Today the tides are still the most conspicuous evidence of the moon’s gravitational pull. During the course of a 24 hour period, usually two high and two low tides take place. The exact timing is not static, but changes each day, depending on the moon’s path around the earth. In addition, the altitude of the tidal difference also alters from place to place. For some locations this variation is slight, amounting to just a few centimetres. But in other parts of the world, for instance the Bay of Fundy in Canada, this difference can be highly significant and measure up to a total of 15 meters or more. Making each tide the equivalent height of a four-storey building.
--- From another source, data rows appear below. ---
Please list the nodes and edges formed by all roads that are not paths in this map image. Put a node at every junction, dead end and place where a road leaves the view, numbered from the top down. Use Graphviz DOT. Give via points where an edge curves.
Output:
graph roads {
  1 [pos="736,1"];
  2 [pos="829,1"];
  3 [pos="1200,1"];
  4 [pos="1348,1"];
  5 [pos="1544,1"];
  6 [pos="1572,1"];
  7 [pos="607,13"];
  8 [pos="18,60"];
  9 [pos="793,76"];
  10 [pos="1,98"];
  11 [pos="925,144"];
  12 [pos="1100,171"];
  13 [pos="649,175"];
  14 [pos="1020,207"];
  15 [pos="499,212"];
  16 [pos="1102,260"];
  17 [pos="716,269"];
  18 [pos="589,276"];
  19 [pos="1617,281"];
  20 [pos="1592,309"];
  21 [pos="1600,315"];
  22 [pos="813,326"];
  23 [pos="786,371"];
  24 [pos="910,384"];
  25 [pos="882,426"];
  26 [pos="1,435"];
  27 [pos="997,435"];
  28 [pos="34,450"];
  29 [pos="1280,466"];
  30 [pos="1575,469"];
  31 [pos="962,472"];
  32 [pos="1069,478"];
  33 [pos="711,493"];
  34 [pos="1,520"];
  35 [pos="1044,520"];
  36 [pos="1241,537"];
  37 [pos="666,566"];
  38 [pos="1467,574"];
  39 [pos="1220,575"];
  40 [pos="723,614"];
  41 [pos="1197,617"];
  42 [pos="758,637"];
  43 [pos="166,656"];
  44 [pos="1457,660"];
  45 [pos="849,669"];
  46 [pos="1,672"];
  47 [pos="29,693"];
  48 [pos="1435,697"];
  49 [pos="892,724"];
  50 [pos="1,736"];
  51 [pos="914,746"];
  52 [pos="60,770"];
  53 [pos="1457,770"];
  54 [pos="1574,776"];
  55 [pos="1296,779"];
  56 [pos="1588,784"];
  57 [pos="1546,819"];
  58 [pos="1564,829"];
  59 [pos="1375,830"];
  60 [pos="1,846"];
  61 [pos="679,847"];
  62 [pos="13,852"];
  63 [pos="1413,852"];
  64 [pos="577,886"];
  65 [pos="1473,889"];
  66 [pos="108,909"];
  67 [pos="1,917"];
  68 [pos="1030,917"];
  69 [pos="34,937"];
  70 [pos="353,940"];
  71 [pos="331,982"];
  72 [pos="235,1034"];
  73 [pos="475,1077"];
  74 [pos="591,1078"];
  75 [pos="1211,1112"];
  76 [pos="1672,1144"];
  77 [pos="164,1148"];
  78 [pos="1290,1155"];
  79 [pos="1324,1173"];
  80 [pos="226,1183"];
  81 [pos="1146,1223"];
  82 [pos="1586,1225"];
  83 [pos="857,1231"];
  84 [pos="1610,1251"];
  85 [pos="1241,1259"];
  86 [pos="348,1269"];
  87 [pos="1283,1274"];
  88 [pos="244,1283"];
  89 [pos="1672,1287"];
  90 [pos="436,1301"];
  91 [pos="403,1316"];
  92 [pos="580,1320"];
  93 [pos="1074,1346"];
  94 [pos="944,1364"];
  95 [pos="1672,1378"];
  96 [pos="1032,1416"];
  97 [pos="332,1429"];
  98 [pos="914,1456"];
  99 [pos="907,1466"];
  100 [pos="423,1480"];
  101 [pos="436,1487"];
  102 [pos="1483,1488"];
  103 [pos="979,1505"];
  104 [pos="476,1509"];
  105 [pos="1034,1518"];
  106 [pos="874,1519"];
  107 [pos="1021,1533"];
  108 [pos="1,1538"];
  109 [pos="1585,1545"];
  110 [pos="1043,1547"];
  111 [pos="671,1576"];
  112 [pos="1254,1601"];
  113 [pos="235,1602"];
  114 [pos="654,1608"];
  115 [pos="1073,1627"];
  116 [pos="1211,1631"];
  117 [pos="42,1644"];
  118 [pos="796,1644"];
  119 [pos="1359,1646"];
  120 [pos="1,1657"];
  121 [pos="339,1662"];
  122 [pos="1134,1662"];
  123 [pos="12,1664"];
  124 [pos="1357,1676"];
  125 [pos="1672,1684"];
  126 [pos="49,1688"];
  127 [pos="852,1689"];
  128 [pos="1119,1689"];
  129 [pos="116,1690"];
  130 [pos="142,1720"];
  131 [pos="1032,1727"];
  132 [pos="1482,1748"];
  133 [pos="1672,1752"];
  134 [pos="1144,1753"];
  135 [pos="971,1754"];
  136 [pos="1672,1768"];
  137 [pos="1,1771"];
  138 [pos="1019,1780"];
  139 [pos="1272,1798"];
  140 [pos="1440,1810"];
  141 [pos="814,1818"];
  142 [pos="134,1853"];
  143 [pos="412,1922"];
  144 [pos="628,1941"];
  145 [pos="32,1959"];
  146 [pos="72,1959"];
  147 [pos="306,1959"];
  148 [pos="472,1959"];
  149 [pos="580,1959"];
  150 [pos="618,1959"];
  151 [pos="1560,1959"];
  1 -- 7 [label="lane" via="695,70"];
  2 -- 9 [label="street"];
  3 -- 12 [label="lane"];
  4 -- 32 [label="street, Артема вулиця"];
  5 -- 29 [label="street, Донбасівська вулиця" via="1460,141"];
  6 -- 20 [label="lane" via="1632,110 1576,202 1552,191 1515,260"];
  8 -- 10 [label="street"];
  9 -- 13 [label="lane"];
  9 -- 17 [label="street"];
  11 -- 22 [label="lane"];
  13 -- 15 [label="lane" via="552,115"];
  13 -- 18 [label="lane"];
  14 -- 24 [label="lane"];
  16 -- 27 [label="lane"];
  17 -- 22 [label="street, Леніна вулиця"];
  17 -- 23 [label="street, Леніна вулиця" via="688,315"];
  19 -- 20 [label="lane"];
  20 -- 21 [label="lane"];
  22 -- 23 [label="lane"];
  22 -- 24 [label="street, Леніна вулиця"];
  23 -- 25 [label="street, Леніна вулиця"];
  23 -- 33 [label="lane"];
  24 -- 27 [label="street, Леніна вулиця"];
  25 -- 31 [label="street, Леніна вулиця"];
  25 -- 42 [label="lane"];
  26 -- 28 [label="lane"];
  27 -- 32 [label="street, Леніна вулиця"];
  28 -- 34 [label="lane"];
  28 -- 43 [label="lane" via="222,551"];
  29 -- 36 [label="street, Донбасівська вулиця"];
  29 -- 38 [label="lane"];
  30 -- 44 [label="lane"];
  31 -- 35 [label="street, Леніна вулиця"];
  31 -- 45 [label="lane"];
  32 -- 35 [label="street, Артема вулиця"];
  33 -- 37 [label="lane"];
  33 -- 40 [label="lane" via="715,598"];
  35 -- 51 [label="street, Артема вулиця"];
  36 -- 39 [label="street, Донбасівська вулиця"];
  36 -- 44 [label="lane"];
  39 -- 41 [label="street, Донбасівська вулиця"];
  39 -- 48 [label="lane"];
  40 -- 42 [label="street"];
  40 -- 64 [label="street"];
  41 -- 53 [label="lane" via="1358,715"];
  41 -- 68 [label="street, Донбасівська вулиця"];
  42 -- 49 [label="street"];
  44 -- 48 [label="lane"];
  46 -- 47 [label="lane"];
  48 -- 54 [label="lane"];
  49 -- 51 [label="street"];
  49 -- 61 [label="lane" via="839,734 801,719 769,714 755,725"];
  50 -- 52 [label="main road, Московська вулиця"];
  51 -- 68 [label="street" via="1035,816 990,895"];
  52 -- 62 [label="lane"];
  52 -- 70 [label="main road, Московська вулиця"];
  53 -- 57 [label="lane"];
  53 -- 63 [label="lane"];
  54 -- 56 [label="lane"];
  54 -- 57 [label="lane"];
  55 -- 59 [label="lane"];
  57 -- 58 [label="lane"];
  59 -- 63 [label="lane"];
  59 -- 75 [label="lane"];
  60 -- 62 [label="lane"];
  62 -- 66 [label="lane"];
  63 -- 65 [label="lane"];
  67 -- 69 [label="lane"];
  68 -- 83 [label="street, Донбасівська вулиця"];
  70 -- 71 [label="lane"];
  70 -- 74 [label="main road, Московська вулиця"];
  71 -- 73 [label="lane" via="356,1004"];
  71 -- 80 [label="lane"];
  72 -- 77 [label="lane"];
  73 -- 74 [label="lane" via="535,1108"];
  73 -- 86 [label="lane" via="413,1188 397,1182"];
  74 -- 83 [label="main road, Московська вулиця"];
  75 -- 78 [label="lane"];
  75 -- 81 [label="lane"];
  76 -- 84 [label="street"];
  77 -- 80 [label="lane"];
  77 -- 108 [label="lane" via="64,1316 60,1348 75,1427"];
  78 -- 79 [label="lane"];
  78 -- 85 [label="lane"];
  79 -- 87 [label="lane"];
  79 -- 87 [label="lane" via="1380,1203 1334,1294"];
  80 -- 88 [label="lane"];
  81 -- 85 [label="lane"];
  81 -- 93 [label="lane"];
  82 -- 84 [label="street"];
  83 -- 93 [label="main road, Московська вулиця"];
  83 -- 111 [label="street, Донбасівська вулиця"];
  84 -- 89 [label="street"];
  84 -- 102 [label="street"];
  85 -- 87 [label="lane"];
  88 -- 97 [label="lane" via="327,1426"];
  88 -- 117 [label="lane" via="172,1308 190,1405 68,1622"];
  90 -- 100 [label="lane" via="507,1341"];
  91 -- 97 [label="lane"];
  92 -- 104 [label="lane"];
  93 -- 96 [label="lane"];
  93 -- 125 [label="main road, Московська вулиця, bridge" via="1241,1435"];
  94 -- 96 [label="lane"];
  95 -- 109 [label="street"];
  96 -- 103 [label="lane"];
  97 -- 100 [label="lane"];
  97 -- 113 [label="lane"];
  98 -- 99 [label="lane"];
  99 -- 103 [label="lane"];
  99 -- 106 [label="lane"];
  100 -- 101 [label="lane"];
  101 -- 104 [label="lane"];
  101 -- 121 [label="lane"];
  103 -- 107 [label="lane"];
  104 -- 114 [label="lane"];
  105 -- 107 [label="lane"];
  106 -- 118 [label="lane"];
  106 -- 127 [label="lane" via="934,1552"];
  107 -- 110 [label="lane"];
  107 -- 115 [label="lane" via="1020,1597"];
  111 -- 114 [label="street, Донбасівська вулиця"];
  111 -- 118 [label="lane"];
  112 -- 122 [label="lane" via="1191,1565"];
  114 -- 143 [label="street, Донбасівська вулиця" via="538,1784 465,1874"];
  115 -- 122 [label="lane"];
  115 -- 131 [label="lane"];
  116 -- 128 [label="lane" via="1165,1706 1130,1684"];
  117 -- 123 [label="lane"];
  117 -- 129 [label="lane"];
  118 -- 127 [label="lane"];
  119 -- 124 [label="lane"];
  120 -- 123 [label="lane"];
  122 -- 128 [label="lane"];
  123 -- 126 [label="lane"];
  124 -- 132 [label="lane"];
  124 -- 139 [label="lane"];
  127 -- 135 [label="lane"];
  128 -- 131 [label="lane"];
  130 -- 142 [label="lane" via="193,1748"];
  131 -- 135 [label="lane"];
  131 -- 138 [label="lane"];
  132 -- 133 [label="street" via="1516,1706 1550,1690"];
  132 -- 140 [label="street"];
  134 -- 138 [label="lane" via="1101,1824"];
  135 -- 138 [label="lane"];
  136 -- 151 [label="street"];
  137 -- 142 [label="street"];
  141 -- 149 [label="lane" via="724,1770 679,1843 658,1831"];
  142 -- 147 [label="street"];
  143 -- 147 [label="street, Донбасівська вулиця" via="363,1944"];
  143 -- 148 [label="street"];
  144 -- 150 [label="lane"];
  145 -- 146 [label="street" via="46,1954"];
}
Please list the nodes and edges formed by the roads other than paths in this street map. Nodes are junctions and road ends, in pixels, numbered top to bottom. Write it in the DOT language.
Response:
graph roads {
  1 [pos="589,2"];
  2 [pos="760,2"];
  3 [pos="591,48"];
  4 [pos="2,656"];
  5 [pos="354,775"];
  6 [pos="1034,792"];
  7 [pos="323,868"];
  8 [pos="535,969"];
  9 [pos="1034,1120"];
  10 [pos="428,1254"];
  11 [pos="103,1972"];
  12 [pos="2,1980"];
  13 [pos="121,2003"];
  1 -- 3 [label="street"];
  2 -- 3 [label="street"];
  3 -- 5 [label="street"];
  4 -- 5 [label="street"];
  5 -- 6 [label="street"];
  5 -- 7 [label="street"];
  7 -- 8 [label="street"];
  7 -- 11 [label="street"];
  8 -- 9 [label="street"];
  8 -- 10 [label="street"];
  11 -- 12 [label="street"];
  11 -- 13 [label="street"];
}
Have a look at this video – The effects of the moon on the earth’s climate.  It shows how interlinked the moon cycle is with the world’s climate.  Without the moon’s natural gravitation our world would look like a very different place indeed!



The Moon and the tides

At Full Moon and at New Moon the sun, earth, and the moon align creating a stronger gravitational pull, meaning that the tides are higher. In some places that can amount to a few inches, in others to a few feet or more. The Bay of Fundy in Canada has recorded tidal differences in height of a 2 storey house, which of course is massive.  Here is an article that explains how the Full Moon helped to free the container ship Ever Given in the Suez Canal. This ship was lucky that it got stuck during the Waxing Moon time coming up to a powerful Super Full Moon (when the moon is closer to earth than usual), meaning the tidal pull was even greater and helped the ship to carry on.